The MPAA rating system’s hasty content definitions permeate through film as a whole and the economic benefits thereof. In theory, for a film to gain a PG-13 rating, it’s able to have extended violence, stronger language, sexual situtations and drug use. But in practice, the emphasis is placed less on violence as opposed to language and sex.
“The reason the ratings board does not rate films as harshly because of violence is because most of the films that are PG-13 and violent are making a lot of money,” said filmmaker Kirby Dick.
And why wouldn’t they? Opening a film up to a larger audience in turn receives more money. According to The Wrap, “Movies rated R returned about $42 million at the box office on average in 2014 while the average haul of PG ($82 million) and PG-13 movies ($79 million) was roughly double that.”
Public television and censorship scrutiny has definitely lessened since the advent of streaming services with more relaxed censorship guidelines. Previously objectionable content such as cursing and sex are becoming readily available to children who would not have been exposed to it 40 years ago. Network television still has to abide by the rules, however. But there is still an unprecedented wave of LGBTQ+ and people of color starring and helming major television shows and films. The Hays Code may have ended, but the censorship of female sexuality still exists in the MPAA rating system. Women enjoying sexual activities still garner more controversy and censorship than violence or men enjoying sexual activities.

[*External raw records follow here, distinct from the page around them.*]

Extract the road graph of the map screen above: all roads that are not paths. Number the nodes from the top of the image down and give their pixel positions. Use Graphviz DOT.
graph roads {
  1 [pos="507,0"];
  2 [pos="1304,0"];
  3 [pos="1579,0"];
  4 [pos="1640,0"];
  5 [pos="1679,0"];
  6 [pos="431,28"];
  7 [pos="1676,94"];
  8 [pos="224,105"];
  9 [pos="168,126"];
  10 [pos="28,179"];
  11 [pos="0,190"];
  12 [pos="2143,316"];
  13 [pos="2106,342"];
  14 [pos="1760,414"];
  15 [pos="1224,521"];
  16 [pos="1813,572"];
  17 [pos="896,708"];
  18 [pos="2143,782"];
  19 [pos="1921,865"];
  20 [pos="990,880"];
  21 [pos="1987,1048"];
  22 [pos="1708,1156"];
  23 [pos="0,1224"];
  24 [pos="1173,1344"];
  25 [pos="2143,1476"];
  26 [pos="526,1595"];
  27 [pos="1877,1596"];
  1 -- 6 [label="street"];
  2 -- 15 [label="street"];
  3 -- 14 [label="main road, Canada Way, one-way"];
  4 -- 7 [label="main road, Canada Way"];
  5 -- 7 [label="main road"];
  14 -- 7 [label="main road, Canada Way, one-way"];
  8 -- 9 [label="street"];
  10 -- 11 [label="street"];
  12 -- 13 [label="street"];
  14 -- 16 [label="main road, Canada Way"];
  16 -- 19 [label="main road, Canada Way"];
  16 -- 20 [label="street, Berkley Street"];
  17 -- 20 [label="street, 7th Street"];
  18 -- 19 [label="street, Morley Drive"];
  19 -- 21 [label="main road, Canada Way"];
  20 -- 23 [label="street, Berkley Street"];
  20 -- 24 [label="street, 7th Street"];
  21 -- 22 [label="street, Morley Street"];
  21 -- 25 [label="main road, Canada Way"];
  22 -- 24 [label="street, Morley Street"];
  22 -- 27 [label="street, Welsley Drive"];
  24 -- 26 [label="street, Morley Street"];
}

“Well, in a construct where most movies are written by men [and] directed by men they’re mostly the male experience. And even in sex scenes they’re mostly from the male perspective, so I don’t think that the focus is female pleasure. I think that female pleasure is unnatural; I think that female pleasure is scary.” Director Kimberly Pierce said, “And so if you’re a woman who understands it from the female perspective you’re treading in unfamiliar territory, and I think that this unfamiliarity is what breeds these NC-17s.”
Ridding the world of ratings and regulations is not the solution, some material can be triggering and harmful to certain demographics. But the unfair application of these restrictions is where the problem lies. Treat various degrees of sexuality, violence, and profanity the same. A rape scene shall be weighed heavier than consensual sex, of course, but the genders, races, and sexualities of the parties involved should not determine the rating. All in all, the public can self-regulate what they see as objectionable. How does the public determine whether or not silencing obscene content is necessary or ruinous to societal welfare? Well, to reference Justice Potter Stewart, we know it when we see it.